Senior Associate: Todd Bryan

Todd Bryan has worked in the environmental and natural resources field for 22 years and has spent the last 10 years as a mediator, trainer and organizational consultant. Todd works with federal, state, and local agencies, tribal governments, non-profit organizations, and communities throughout the West. He specializes in developing collaborative approaches to natural resource and environmental management. He is part of an innovative training team that is helping BLM develop collaborative partnerships that integrate ecosystem management and community-based land stewardship. Todd is an adjunct assistant professor in the Graduate School of Public Affairs at the University of Colorado-Denver where he teaches courses in negotiation and conflict resolution and managing conflict and change. He has also taught negotiation and mediation courses in the School of Natural Resources & Environment at the University of Michigan, where he is a third-year doctoral student. Todd's dissertation research is on the Quincy Library Group. Todd has a Master of Public Administration degree from the Kennedy School of Government at Harvard University and MS degrees in landscape architecture and water resources management from the University of Wisconsin. Todd is the principal of ASSENT, a small mediation, training, and consulting firm in Boulder, Colorado and Ann Arbor, Michigan. He is also a Senior Mediator at The Keystone Center in Colorado.

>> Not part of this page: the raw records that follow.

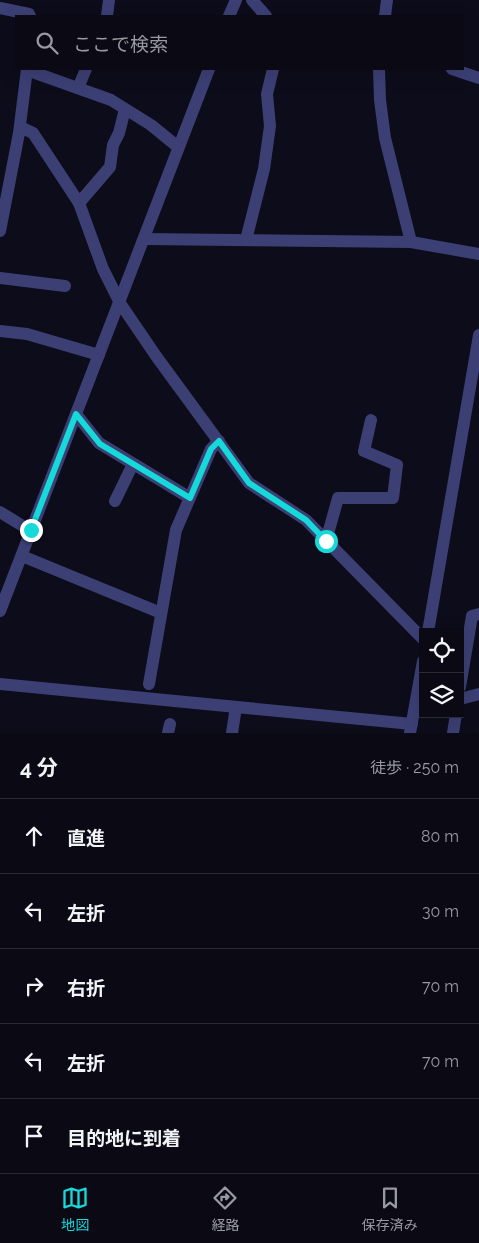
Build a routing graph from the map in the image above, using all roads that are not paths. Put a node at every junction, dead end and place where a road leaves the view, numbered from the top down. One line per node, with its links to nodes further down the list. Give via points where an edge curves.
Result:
1 (110, 0): 7 (street)
2 (236, 0): 8 (street)
3 (252, 0): 9 (street)
4 (387, 0): 10 (street)
5 (0, 8): 6 (street)
6 (30, 15)
7 (107, 15)
8 (229, 15)
9 (265, 15)
10 (386, 15)
11 (27, 70): 21 (street)
12 (30, 70): 19 (street)
13 (86, 70): 19 (street)
14 (209, 70): 22 (street)
15 (273, 70): 26 (street, via 267,94 270,126 264,169)
16 (380, 70): 27 (street, via 385,138)
17 (455, 70): 18 (street)
18 (479, 78)
19 (78, 88): 20 (street, via 111,100)
20 (125, 109): 22 (street); 23 (street, via 113,145 110,167)
21 (20, 127): 23 (street, via 33,133); 24 (street)
22 (178, 147): 25 (street)
23 (79, 203): 31 (street)
24 (0, 231)
25 (144, 239): 26 (street); 31 (street)
26 (246, 240): 27 (street)
27 (411, 242): 28 (street)
28 (479, 254)
29 (0, 278): 30 (street)
30 (65, 286)
31 (120, 303): 34 (street); 38 (street)
32 (0, 332): 34 (street, via 27,334)
33 (479, 335): 35 (street)
34 (99, 355): 36 (street)
35 (473, 397): 50 (street)
36 (76, 414): 39 (street, via 100,444); 43 (street)
37 (371, 420): 44 (street, via 364,451 397,465 393,498 338,498)
38 (219, 441): 40 (street, via 211,449); 44 (street, via 249,483 306,520)
39 (133, 464): 40 (street); 41 (street)
40 (190, 498): 48 (street, via 176,530)
41 (115, 501)
42 (0, 512): 43 (street)
43 (31, 530): 45 (street)
44 (326, 541): 51 (street)
45 (22, 556): 46 (street); 48 (street)
46 (6, 581): 47 (street)
47 (0, 612)
48 (161, 613): 55 (street)
49 (479, 614): 53 (street, via 472,616)
50 (429, 628)
51 (419, 635)
52 (421, 673): 60 (street)
53 (462, 673)
54 (0, 684): 58 (street)
55 (149, 684)
56 (479, 694): 57 (street)
57 (464, 698)
58 (236, 707): 60 (street); 61 (street)
59 (455, 718): 62 (street)
60 (411, 728)
61 (232, 733)
62 (453, 733)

Senior Associate: Sarah McKearnan

Sarah McKearnan received her undergraduate degree in government from Harvard University. She has spent eight years working as a professional facilitator and trainer in the environmental field. She is currently a research associate at the University of Michigan's School of Natural Resources & Environment focusing on eco-regional planning and decision making for recovery of the Pacific salmon, working with Seattle's endangered species recovery team. Sarah is completing a dual master's degree program in the Schools of Natural Resources and Environment and Public Policy. Before returning to graduate school, Sarah was a Senior Associate at Consensus Building Institute, a nonprofit organization in Massachusetts that provides mediation and facilitation services to public agencies, nonprofit organizations and industries in the United States and abroad. While at CBI, Sarah facilitated multiparty dialogues on land use, facility siting and other environmental and public policy issues. She served on the faculty of the International Programme on the Management of Sustainability, and coordinated the design of programs to train the staffs of public agencies and non-profits in consensus-building skills. She was the editor of Consensus magazine for four years; and is co-author (with Lawrence Susskind and Jennifer Thomas-Larmer) of the Consensus Building Handbook: A Comprehensive Guide to Reaching Agreement (Sage Publications, 1999).